Formel-1-Umfrage

Die FAZ.NET-Leser stehen auf Seiten der Abtrünnigen

Kampf mit harten Bandagen: In der Formel 1 geht es nicht immer sportlich zu

Kampf mit harten Bandagen: In der Formel 1 geht es nicht immer sportlich zu

23. Juni 2009 Noch fahren sie gemeinsam im Kreis, aber die Frage ist, wie lange noch? Nachdem die Kontroverse um Budget-Obergrenzen zwischen den acht in der Fota organisierten Rennteams und Fia-Chef Max Mosley am vergangenen Freitag in einer Schlacht um die Macht zu eskalieren drohte, hatte FAZ.NET seine Leser gefragt: „Was halten Sie von der Formel-1-Spaltung?“

Nachdem nun einige Tage ins Land gezogen sind und ein Grand-Prix ordnungsgemäß mit allen Autos über die altbekannte Bühne gegangen ist, lässt sich konstatieren: Die Fronten sind zwar nach wie vor verhärtet, aber der ganz große Auto-Krieg ist noch nicht ausgebrochen.

FAZ.NET beendet deshalb seine Umfrage und zieht eine erste Zwischenbilanz. Ernüchternde Erkenntnis wie bei einer Europawahl: die Desinteressierten stellen mit Abstand die größte Partei.

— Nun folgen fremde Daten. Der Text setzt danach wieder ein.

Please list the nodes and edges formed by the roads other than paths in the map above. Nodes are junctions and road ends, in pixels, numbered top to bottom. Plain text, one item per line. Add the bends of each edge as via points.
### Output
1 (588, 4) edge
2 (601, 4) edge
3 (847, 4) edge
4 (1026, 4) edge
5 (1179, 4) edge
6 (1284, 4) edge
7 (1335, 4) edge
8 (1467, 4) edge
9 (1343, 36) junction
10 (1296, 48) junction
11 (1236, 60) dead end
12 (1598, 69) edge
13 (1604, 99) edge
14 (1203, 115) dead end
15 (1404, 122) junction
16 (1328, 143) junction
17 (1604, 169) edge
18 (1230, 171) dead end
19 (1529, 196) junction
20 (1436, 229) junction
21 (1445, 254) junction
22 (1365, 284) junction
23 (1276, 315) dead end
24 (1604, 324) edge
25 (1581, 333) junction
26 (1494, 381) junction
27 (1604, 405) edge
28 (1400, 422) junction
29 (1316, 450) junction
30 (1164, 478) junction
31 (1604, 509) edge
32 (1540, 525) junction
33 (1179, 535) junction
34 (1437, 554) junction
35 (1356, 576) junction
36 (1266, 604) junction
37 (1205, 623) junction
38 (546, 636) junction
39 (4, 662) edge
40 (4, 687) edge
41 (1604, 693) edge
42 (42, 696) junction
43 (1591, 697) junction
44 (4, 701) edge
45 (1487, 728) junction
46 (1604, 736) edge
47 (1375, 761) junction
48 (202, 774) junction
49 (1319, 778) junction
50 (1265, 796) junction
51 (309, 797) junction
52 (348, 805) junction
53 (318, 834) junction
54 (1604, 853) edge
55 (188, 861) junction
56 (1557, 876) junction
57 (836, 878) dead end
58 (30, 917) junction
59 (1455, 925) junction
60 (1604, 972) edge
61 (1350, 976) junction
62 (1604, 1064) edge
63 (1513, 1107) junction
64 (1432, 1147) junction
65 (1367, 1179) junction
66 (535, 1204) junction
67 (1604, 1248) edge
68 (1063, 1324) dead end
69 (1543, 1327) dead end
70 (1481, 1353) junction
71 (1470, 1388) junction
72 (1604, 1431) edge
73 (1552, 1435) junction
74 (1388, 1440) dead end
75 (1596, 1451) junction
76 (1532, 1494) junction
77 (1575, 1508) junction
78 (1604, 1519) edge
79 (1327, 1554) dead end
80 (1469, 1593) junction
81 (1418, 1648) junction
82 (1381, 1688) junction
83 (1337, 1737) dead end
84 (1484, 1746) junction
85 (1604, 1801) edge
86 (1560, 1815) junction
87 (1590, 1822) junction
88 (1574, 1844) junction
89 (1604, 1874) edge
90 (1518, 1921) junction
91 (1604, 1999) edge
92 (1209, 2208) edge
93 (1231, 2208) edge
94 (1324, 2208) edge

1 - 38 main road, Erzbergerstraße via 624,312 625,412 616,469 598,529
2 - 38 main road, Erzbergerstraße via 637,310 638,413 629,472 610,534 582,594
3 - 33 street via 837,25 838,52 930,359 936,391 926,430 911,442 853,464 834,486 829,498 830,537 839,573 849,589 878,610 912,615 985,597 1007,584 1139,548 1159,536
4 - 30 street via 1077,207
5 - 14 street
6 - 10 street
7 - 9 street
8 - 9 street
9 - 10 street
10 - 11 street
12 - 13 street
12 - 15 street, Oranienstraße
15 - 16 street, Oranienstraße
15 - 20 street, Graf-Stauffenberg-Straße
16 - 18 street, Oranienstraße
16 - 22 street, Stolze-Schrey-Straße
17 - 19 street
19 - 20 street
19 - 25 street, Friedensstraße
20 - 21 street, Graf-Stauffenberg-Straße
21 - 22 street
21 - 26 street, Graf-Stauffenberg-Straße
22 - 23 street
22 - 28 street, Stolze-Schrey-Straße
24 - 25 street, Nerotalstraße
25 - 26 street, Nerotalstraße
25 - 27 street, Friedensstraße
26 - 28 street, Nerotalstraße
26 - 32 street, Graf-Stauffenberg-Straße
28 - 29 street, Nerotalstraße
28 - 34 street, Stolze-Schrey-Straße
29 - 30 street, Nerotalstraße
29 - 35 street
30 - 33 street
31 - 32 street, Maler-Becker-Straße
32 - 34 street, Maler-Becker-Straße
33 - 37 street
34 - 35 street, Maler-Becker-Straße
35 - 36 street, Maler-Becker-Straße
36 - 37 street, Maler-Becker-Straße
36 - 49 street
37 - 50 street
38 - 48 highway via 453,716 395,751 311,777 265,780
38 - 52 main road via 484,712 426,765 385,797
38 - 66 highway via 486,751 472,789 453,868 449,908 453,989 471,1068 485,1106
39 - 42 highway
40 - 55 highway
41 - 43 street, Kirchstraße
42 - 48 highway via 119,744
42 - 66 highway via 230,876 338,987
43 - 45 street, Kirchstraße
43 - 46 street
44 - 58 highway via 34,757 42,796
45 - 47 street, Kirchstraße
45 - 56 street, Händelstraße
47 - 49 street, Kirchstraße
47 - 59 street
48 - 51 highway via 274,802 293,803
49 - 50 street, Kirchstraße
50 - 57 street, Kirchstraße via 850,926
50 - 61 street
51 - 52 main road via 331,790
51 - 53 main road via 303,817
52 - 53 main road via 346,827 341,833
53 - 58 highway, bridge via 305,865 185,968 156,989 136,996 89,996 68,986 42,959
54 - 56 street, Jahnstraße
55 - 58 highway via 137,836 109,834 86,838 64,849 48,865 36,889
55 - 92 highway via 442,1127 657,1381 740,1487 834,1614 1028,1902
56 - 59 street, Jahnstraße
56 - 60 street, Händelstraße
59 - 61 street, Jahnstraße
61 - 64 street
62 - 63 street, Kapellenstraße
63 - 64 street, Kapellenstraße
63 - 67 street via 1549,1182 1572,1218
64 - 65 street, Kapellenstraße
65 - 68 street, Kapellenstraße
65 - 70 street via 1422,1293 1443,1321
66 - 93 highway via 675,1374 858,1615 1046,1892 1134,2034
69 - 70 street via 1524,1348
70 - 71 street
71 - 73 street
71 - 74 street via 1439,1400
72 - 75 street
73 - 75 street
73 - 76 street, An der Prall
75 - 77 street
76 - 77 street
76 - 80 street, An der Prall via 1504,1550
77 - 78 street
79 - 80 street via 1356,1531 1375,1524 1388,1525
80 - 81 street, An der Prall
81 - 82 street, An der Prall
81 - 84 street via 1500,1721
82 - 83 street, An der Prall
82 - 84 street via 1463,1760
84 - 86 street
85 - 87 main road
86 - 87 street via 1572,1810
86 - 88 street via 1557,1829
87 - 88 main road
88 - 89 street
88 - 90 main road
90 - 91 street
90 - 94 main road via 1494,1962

Mehr als 41,5 Prozent der gut fünfeinhalbtausend Abstimmenden hat sich der Aussage „Mir egal, mich interessiert die Formel 1 nicht“ (2305 Stimmen) angeschlossen.

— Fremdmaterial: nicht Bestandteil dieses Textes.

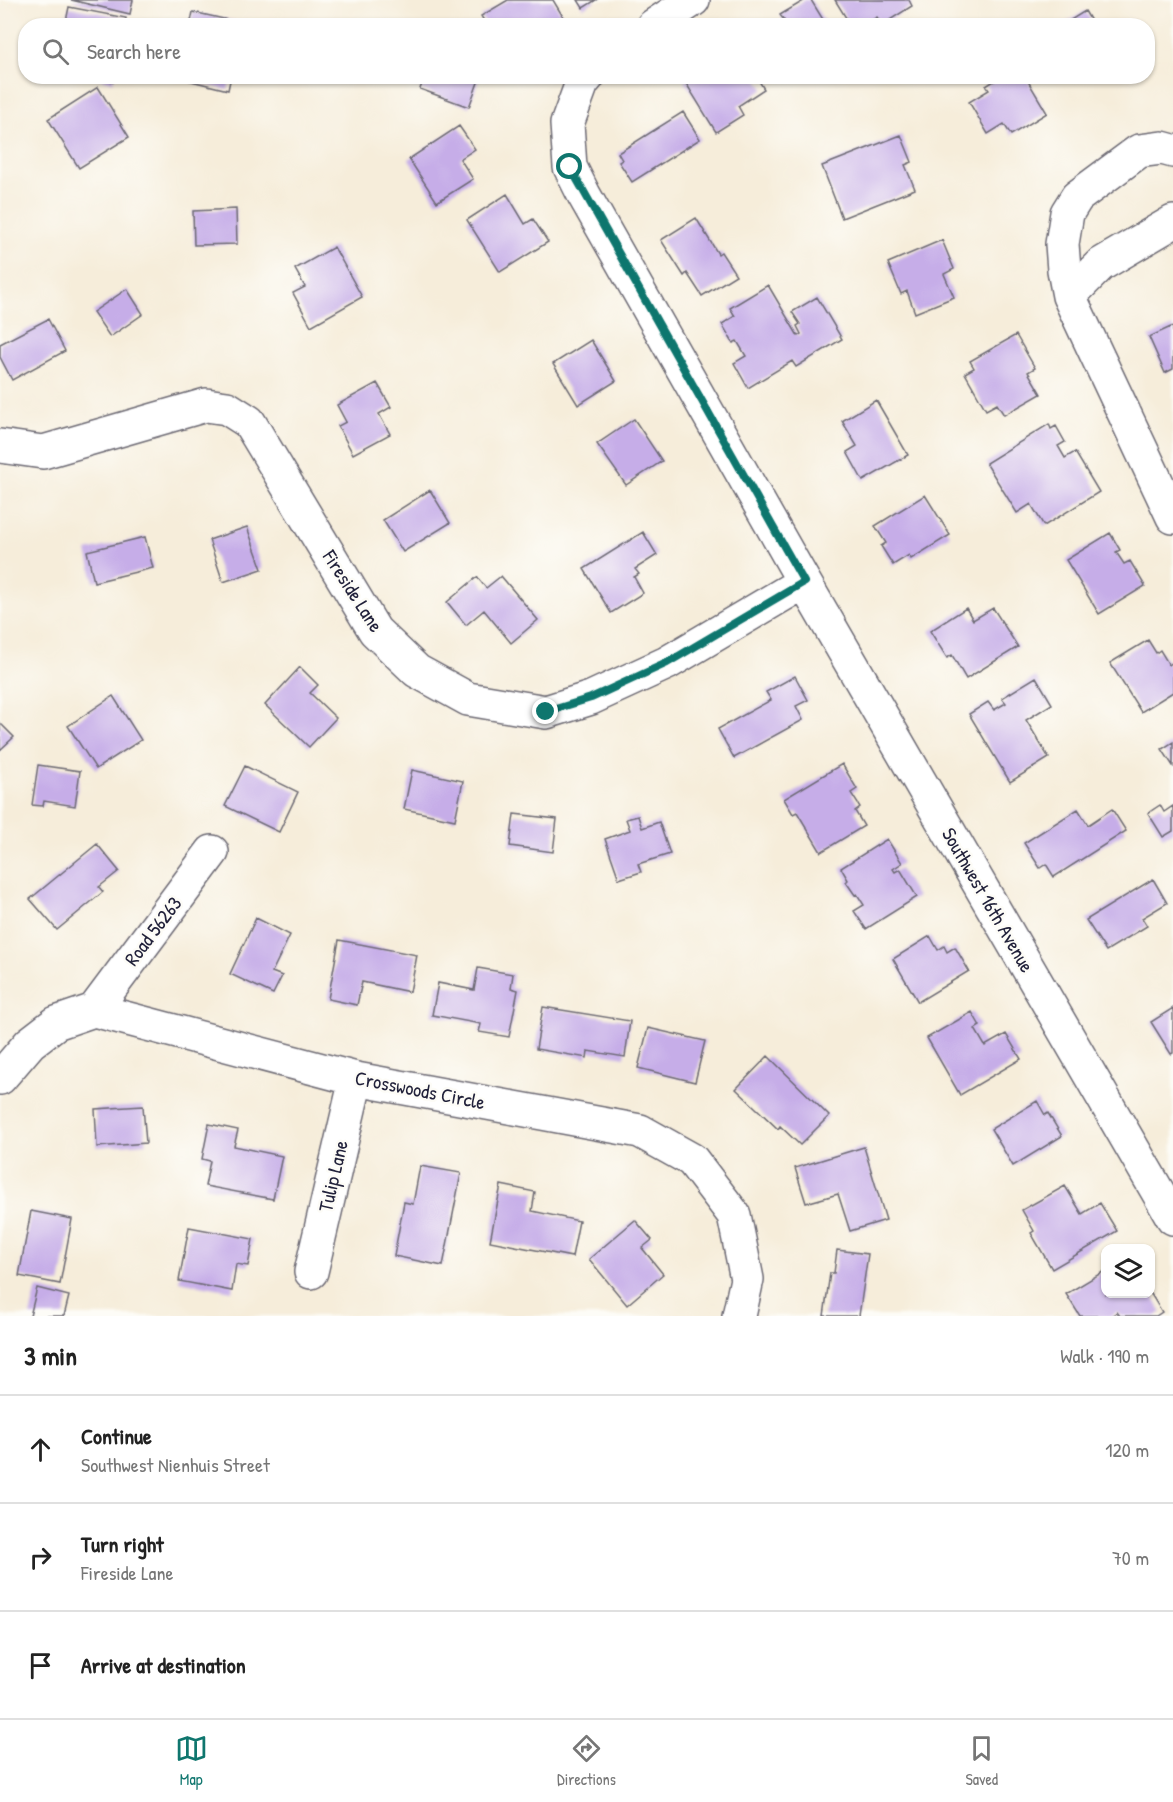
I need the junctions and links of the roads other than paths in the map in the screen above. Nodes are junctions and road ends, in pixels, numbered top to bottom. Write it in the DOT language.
graph roads {
  1 [pos="693,0"];
  2 [pos="665,18"];
  3 [pos="582,84"];
  4 [pos="1173,151"];
  5 [pos="1173,222"];
  6 [pos="1069,296"];
  7 [pos="0,446"];
  8 [pos="1173,517"];
  9 [pos="804,582"];
  10 [pos="212,852"];
  11 [pos="94,1010"];
  12 [pos="0,1078"];
  13 [pos="356,1079"];
  14 [pos="1173,1218"];
  15 [pos="311,1272"];
  16 [pos="739,1316"];
  1 -- 2 [label="street"];
  3 -- 9 [label="street, Southwest 16th Avenue"];
  4 -- 6 [label="street"];
  5 -- 6 [label="street"];
  6 -- 8 [label="street"];
  7 -- 9 [label="street, Fireside Lane"];
  9 -- 14 [label="street, Southwest 16th Avenue"];
  10 -- 11 [label="street, Road 56263"];
  11 -- 12 [label="street"];
  11 -- 13 [label="street, Crosswoods Circle"];
  13 -- 15 [label="street, Tulip Lane"];
  13 -- 16 [label="street, Crosswoods Circle"];
}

Um Max Mosley wird es einsam

Von denjenigen, die eine Meinung haben, steht freilich ein Großteil auf Seiten der Abtrünnigen: 1616 Stimmen (29,2 Prozent) sind der Meinung: „Eine eigene Serie wird besser und spannender“ und weitere 1114 Stimmen (20,1 %) vereinten sich auf dem deutlichen Fingerzeig: „Jetzt muss die Fia auf die Rennställe zugehen.“

Sympathisanten von Max Mosley sind dagegen unter den FAZ.NET-Lesern nur sehr rar gesät: „Die Ankündigung der Fota ist nur Theaterdonner“ glaubten gerade mal 406 Leser (7,3 %) und ganze 1,8 Prozent (102 Stimmen) empfahlen dem alternden Fia-Chef die harte Linie: „Mosley sollte die Abtrünnigen sofort aussperren.“


Text: FAZ.NET / ad.
Bildmaterial: dpa, F.A.Z.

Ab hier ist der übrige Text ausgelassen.